The project involves:
- Designing a baseline Sequential model with Keras and TensorFlow.
- Experimenting with variations in the architecture and training parameters.
- Evaluating the model's performance on both MNIST and a custom dataset.
- Analyzing the trade-offs between accuracy, overfitting, and regularization.
The baseline model architecture consists of:
- Input Layer: Flattens the input data.
- Hidden Layers: Two dense layers with ReLU activation functions.
- Dropout Layer: Applied for regularization.
- Output Layer: Softmax activation for multi-class classification.
- 10 Epochs Accuracy: Achieved 99% accuracy on MNIST.
- 100 Epochs Accuracy: Validation accuracy declined to 96%, indicating overfitting.
Model 1: Reduced Hidden Layer
- Change: Removed one hidden layer from the baseline architecture.
- Result: Accuracy dropped to 10%, showing the need for sufficient model complexity.
- Change: Increased dropout rate to 0.5 to enhance regularization.
- Result: Stabilized at 93% accuracy, reducing overfitting but slightly impacting training performance.
- Change: Incorporated batch normalization layers for training stability.
- Result: Achieved 99% accuracy after 10 epochs but showed signs of overfitting.
The baseline model was evaluated on a custom dataset to assess its generalization capabilities. It achieved:
- Accuracy: 97%, aligning closely with the MNIST results.

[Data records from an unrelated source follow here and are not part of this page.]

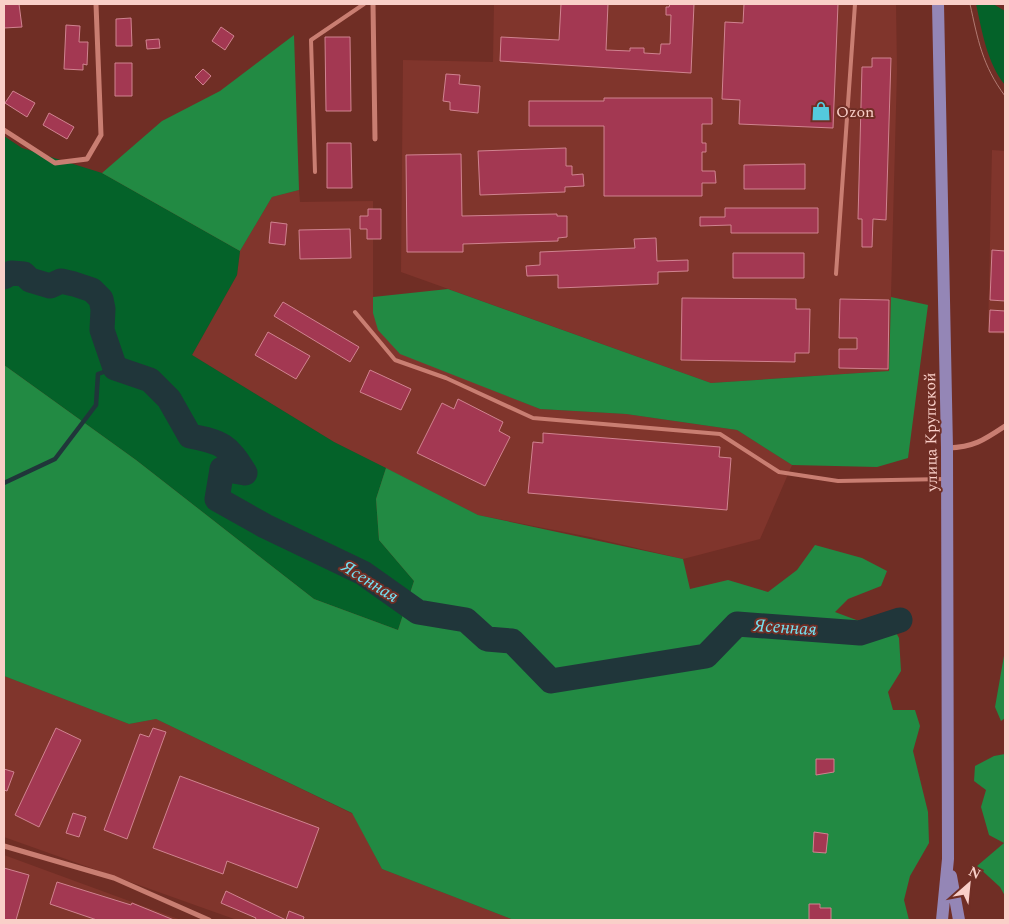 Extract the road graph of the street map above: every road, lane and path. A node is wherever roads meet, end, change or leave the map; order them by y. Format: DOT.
graph roads {
  1 [pos="96,4"];
  2 [pos="364,4"];
  3 [pos="373,4"];
  4 [pos="855,4"];
  5 [pos="938,4"];
  6 [pos="4,130"];
  7 [pos="375,139"];
  8 [pos="315,172"];
  9 [pos="836,274"];
  10 [pos="356,312"];
  11 [pos="1005,426"];
  12 [pos="947,448"];
  13 [pos="947,479"];
  14 [pos="4,846"];
  15 [pos="948,859"];
  16 [pos="209,920"];
  17 [pos="942,920"];
  18 [pos="958,920"];
  1 -- 6 [label="street"];
  2 -- 8 [label="lane"];
  3 -- 7 [label="street"];
  4 -- 9 [label="lane"];
  5 -- 12 [label="main road, улица Крупской"];
  10 -- 13 [label="lane"];
  11 -- 12 [label="street"];
  12 -- 13 [label="main road, улица Крупской"];
  13 -- 15 [label="main road, улица Крупской"];
  14 -- 16 [label="street"];
  15 -- 17 [label="main road, улица Крупской"];
  15 -- 18 [label="main road, улица Крупской"];
}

- Overfitting with Prolonged Training: Training for 100 epochs caused accuracy to decline slightly, highlighting overfitting tendencies.
- Impact of Architecture and Regularization:
- Reducing model complexity led to poor performance.
- Stronger regularization mitigated overfitting but reduced accuracy.
- Batch normalization improved accuracy but increased overfitting risk.
- Generalization: The model generalized well to unseen data, performing consistently across datasets.
- Achieving optimal model performance requires balancing complexity and regularization.
- Architectural adjustments and hyperparameter tuning can substantially impact outcomes.
- Batch normalization is highly effective but needs careful monitoring to prevent overfitting.
- Python >= 3.7
- TensorFlow >= 2.x
- Keras >= 2.x
- NumPy
- Matplotlib
Install dependencies via:
pip install tensorflow keras numpy matplotlib